The United States and Saudi Arabia, which sponsored the peace negotiations in Jeddah, said the truce would take effect on Monday evening.

In a statement, the US State Department acknowledged prior failed attempts to broker peace in Sudan but said this time was different.

“Unlike previous ceasefires, the agreement reached in Jeddah was signed by the parties and will be supported by a US-Saudi and international-supported ceasefire monitoring mechanism,” it said, without giving more detail.

Taking to Twitter, US Secretary of State Antony Blinken added, “It is past time to silence the guns and allow unhindered humanitarian access.

“I implore both sides to uphold this agreement – the eyes of the world are watching.”

The war broke out in Khartoum on 15 April following days of tension as members of the RSF were redeployed around the country in a move that the army saw as a threat.

There was also a power struggle between Sudan’s regular army chief Abdel Fattah al-Burhan and his former deputy Mohamed Hamdan Daglo, who leads the RSF.

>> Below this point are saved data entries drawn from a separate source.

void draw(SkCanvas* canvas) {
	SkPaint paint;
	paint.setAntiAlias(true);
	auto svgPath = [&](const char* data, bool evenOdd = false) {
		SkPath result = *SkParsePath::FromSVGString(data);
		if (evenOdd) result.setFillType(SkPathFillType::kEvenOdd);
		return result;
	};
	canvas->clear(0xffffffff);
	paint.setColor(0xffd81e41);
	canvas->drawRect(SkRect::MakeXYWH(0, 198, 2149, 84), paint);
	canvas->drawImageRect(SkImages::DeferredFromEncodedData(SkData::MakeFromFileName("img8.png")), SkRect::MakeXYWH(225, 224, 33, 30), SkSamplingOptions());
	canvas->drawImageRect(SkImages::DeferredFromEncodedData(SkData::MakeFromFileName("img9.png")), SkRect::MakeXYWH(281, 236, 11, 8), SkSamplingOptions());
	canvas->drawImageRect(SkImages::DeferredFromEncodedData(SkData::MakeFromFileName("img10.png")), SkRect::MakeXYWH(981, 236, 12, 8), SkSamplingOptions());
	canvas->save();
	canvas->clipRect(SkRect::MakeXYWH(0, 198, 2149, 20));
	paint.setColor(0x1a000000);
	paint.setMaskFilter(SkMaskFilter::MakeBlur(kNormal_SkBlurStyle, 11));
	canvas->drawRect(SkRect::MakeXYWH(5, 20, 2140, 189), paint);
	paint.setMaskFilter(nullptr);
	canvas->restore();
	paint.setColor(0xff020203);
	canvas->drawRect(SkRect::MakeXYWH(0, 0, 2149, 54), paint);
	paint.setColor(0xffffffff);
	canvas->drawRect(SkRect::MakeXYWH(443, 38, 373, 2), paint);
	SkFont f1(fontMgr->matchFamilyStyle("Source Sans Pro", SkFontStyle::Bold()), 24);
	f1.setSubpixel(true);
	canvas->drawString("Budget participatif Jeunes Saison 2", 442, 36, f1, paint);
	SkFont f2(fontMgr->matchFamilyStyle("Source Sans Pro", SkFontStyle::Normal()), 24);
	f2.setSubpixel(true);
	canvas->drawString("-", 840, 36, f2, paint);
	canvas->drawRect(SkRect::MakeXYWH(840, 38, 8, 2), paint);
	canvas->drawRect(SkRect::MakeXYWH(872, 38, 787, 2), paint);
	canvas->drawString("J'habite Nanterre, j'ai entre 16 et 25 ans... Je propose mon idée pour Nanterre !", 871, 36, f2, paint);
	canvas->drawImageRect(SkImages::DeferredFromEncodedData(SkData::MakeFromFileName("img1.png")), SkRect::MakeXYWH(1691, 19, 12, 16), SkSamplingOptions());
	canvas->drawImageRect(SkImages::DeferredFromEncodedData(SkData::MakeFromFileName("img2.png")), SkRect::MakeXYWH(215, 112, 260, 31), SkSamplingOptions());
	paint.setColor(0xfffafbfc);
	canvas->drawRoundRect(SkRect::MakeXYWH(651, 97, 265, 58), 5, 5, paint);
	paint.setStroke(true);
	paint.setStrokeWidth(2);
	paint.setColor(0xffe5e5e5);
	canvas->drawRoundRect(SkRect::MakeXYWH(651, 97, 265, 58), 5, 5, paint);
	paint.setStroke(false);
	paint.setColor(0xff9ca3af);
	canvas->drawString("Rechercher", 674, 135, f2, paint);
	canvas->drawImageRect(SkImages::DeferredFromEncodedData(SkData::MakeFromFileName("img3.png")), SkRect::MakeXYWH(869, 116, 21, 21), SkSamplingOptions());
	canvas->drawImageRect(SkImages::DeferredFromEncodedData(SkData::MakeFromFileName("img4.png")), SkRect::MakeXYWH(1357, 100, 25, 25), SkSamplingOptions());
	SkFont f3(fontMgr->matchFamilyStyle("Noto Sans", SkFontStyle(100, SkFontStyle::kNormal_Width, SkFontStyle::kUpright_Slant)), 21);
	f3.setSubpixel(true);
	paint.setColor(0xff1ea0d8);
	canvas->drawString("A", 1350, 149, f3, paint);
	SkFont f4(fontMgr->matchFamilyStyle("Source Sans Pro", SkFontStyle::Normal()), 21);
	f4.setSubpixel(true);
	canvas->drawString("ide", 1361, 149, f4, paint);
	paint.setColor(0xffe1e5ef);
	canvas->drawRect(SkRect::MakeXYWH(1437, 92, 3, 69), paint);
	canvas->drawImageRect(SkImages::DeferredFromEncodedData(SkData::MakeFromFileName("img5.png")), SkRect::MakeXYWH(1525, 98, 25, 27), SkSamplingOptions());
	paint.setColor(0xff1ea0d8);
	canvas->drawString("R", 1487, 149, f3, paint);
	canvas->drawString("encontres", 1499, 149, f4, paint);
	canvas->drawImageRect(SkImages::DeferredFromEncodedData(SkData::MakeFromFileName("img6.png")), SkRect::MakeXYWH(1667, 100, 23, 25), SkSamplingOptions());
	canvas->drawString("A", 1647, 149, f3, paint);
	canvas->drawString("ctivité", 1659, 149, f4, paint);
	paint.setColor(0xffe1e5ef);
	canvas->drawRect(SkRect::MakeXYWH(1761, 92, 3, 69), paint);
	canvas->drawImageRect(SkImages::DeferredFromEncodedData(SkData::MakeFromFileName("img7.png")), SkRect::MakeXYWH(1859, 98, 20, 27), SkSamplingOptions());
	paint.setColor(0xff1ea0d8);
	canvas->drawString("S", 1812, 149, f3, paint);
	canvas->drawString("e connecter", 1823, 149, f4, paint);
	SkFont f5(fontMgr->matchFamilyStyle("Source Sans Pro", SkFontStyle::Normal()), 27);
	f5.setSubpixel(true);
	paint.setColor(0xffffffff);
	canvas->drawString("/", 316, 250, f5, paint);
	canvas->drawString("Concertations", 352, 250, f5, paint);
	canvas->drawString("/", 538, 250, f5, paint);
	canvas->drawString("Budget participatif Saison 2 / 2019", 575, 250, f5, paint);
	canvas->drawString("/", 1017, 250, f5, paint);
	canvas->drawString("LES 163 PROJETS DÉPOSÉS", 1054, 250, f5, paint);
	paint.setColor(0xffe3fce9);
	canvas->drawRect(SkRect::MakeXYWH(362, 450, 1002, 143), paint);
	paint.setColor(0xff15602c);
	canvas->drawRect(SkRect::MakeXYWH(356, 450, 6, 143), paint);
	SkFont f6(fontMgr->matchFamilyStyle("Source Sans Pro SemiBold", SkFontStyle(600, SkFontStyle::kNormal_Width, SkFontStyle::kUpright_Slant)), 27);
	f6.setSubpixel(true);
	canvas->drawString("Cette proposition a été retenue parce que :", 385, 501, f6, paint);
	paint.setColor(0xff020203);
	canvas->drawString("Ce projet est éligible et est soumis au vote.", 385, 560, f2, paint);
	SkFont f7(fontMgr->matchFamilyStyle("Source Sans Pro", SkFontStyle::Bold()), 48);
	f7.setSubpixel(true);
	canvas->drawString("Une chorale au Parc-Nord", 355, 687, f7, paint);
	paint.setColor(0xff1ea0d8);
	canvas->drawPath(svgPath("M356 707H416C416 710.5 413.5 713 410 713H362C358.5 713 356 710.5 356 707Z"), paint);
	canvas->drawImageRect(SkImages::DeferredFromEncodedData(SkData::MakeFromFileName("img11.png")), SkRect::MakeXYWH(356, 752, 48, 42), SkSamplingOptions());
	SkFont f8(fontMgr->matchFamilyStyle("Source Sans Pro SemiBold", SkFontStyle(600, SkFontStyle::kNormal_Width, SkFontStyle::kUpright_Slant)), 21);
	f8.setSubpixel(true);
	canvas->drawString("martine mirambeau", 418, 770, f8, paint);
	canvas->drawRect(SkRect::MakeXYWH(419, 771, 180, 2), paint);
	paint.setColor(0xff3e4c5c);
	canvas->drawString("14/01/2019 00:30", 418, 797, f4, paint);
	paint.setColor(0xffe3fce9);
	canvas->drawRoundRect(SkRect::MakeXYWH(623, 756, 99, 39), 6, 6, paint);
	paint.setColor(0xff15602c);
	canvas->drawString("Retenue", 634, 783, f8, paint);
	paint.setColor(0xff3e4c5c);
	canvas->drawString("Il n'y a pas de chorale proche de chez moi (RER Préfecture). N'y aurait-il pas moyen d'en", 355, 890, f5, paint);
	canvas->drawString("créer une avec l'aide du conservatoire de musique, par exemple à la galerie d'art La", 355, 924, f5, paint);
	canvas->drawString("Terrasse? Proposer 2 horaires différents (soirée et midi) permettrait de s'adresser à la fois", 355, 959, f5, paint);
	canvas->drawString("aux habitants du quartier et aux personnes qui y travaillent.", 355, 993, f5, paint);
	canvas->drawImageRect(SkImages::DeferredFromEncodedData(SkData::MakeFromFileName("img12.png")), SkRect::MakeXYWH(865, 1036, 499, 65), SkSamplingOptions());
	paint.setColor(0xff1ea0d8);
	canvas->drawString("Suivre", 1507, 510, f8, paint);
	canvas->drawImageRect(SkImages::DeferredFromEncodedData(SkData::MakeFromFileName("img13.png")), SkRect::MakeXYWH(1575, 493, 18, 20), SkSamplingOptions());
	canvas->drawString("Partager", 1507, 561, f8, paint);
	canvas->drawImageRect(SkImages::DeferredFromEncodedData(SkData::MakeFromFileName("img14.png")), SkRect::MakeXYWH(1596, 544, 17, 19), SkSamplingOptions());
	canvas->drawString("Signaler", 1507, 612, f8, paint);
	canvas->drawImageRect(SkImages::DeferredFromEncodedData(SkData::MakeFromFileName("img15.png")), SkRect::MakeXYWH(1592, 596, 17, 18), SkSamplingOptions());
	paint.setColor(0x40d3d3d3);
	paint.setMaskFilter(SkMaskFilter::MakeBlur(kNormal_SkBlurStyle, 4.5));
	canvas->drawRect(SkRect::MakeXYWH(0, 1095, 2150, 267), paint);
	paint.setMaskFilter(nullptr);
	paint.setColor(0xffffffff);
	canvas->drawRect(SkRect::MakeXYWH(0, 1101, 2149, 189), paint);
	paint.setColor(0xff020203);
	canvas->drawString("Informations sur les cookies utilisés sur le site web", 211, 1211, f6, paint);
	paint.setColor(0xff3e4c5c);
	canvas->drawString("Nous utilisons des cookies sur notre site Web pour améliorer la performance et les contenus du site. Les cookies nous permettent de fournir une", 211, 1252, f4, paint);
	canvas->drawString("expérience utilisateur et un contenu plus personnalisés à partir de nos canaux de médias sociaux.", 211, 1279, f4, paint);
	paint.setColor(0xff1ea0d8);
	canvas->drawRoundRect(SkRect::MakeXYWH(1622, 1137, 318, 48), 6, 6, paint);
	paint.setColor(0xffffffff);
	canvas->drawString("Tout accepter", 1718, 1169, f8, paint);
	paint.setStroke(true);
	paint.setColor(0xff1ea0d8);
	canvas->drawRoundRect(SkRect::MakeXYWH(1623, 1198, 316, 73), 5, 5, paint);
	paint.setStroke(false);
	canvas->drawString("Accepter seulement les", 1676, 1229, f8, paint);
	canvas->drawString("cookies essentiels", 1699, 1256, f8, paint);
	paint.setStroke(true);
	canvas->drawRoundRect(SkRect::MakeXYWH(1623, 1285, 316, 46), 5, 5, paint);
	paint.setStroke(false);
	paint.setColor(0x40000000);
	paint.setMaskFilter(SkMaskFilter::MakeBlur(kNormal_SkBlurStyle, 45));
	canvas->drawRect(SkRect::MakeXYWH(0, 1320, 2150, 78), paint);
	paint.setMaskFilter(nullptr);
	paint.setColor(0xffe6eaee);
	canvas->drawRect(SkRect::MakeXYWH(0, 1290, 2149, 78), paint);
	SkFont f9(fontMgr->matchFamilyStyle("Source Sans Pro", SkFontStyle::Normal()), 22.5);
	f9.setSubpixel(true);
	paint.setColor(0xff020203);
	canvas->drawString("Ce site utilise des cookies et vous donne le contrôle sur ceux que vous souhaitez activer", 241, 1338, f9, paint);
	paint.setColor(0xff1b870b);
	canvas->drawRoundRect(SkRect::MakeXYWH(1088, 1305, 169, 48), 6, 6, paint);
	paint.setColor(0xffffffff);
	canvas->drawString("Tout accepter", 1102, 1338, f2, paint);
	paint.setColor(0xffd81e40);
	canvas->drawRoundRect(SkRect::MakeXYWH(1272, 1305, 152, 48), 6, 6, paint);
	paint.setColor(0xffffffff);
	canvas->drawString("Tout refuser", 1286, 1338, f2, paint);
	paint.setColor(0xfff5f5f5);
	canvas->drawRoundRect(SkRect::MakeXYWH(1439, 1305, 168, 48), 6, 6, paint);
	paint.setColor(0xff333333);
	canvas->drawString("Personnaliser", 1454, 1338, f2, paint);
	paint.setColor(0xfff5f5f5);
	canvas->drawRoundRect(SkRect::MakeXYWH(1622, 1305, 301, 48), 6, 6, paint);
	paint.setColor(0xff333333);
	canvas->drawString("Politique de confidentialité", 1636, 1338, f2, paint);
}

Hundreds of people have been killed in the fighting and the UN has warned of a worsening situation in Africa’s third-largest country, where a huge number of people already relied on aid before the conflict.

It has been two weeks since representatives of the warring factions first gathered in the Saudi capital for peace talks.

On 11 May, both sides signed a commitment intended to lay the groundwork for humanitarian assistance in Sudan.

But earlier this week, UN aid chief Martin Griffiths told the AFP news agency there had been “important and egregious” violations of that agreement, which he added fell short of a ceasefire.

Reports of violence across the country remain rife, with strikes reported on Saturday by eyewitnesses in southern Omdurman and northern Bahri, the two cities that lie across the Nile from Khartoum.

An Omdurman resident recalled her house “shaking” early on Saturday as a result of “heavy artillery fire”.

“It was terrifying, everyone was lying under their beds,” Sanaa Hassan, a 33-year-old living in the al-Salha neighbourhood, told Reuters by phone. “What’s happening is a nightmare.”